#### Exercise directions:
If a line in the data below contains the word "highway", copy it out.

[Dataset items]
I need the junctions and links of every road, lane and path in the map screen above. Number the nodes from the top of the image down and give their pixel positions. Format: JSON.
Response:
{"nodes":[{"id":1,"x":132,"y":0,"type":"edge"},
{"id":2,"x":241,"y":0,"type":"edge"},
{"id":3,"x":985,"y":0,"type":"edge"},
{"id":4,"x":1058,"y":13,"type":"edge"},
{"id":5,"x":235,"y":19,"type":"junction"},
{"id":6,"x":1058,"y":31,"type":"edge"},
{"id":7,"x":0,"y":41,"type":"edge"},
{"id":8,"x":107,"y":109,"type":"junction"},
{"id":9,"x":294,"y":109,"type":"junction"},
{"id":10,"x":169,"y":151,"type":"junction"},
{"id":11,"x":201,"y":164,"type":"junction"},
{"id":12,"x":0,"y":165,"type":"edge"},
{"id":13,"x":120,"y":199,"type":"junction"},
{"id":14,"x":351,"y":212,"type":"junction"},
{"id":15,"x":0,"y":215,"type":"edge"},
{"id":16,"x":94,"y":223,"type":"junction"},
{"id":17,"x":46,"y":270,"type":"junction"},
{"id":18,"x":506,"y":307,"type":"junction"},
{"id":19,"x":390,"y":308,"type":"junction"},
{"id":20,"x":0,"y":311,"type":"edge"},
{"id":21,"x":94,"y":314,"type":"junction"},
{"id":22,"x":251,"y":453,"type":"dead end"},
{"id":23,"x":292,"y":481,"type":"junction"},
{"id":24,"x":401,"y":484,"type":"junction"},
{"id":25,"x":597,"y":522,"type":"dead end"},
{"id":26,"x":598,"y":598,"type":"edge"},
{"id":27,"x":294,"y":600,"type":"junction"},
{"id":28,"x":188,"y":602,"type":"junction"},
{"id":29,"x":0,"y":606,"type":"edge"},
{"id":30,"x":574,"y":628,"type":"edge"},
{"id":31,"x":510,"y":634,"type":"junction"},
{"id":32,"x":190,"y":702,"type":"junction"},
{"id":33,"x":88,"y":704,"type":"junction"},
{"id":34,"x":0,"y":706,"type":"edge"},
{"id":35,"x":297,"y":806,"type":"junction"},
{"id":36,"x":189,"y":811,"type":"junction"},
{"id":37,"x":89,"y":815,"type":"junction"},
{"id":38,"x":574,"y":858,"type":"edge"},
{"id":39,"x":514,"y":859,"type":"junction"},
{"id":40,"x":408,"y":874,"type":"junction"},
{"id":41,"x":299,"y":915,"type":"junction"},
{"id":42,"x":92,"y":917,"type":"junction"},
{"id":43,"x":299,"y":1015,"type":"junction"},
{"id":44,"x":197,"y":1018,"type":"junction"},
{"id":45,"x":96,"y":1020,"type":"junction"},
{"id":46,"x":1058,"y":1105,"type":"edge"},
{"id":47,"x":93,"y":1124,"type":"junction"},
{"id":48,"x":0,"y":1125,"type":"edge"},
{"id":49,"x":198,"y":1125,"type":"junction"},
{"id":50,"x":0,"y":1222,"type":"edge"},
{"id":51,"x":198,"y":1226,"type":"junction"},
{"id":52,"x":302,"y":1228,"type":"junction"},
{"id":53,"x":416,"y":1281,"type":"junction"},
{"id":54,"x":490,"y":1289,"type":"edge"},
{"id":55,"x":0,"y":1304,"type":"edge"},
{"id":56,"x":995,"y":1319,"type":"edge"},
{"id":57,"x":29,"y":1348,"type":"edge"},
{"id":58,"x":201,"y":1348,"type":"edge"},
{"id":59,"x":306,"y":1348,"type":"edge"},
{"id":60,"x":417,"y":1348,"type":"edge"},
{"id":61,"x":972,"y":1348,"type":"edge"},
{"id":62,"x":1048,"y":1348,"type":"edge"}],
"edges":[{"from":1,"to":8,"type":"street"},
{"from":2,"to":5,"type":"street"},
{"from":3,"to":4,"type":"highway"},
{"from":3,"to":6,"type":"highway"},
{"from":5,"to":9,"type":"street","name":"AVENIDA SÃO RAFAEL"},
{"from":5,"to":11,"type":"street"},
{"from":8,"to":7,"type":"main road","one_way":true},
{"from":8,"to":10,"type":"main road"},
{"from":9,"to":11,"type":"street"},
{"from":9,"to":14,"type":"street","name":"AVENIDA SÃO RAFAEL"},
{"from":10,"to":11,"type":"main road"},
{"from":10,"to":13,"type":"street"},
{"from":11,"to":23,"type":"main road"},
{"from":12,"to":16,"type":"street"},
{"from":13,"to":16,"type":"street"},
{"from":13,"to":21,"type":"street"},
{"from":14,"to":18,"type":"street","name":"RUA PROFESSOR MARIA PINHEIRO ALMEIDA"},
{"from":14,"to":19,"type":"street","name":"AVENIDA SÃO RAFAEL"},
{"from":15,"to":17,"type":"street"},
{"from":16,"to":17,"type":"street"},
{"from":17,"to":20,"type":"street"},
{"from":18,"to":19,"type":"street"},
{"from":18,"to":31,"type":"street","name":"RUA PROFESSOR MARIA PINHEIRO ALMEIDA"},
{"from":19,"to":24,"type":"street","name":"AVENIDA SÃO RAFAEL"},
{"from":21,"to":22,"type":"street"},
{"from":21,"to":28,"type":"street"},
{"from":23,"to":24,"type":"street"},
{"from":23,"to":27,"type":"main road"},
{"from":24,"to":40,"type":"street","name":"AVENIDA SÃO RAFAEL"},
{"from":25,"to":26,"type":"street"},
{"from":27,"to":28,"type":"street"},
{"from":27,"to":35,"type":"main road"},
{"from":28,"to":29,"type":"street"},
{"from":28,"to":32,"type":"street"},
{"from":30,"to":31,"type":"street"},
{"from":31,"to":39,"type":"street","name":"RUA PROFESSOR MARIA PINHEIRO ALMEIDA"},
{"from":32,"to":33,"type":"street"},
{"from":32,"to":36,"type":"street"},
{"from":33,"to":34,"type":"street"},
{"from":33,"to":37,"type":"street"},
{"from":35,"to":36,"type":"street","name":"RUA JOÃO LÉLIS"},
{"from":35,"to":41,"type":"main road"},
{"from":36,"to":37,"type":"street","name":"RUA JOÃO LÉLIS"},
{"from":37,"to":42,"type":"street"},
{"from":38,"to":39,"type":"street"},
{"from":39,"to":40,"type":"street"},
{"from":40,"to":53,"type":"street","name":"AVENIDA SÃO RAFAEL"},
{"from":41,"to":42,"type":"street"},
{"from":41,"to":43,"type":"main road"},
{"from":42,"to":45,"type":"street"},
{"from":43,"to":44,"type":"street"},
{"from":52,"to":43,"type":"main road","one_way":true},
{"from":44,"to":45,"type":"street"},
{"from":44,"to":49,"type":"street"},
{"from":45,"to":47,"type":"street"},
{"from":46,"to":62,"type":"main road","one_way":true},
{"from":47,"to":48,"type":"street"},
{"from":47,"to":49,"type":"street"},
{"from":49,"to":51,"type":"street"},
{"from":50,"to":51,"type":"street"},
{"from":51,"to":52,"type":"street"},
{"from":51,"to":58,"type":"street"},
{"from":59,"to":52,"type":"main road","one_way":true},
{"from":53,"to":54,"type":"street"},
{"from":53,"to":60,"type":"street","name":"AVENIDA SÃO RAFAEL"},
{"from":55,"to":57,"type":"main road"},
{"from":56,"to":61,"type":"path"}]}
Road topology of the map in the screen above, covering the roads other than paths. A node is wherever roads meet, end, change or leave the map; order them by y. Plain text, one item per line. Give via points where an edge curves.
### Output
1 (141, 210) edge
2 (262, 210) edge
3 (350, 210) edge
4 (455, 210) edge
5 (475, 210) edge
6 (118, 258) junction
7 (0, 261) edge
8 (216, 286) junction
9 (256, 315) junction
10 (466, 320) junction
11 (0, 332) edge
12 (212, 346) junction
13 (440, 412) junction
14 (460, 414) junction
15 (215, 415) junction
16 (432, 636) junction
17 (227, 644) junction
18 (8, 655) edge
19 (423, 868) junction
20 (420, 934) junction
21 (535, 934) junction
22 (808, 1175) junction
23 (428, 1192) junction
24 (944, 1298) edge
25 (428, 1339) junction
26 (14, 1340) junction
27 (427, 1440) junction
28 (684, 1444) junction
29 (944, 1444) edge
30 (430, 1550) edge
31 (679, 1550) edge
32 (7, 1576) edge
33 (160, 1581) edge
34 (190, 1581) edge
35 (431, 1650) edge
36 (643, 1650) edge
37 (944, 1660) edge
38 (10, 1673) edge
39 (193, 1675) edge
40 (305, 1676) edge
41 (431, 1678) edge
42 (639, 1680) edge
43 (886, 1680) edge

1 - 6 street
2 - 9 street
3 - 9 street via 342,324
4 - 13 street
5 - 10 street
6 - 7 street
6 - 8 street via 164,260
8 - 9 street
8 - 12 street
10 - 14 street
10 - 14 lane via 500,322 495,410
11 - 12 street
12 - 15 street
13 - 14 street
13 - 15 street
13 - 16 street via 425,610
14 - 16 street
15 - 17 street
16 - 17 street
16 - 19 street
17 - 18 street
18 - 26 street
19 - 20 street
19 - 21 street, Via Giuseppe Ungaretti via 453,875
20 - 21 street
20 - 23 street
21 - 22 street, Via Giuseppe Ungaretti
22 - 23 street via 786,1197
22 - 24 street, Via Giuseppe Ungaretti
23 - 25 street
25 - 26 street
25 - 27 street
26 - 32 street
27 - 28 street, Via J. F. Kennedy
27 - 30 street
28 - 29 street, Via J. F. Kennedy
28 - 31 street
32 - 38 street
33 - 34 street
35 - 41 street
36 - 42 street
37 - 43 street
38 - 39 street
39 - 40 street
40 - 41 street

#### Answer space:
{"from":3,"to":4,"type":"highway"},
{"from":3,"to":6,"type":"highway"},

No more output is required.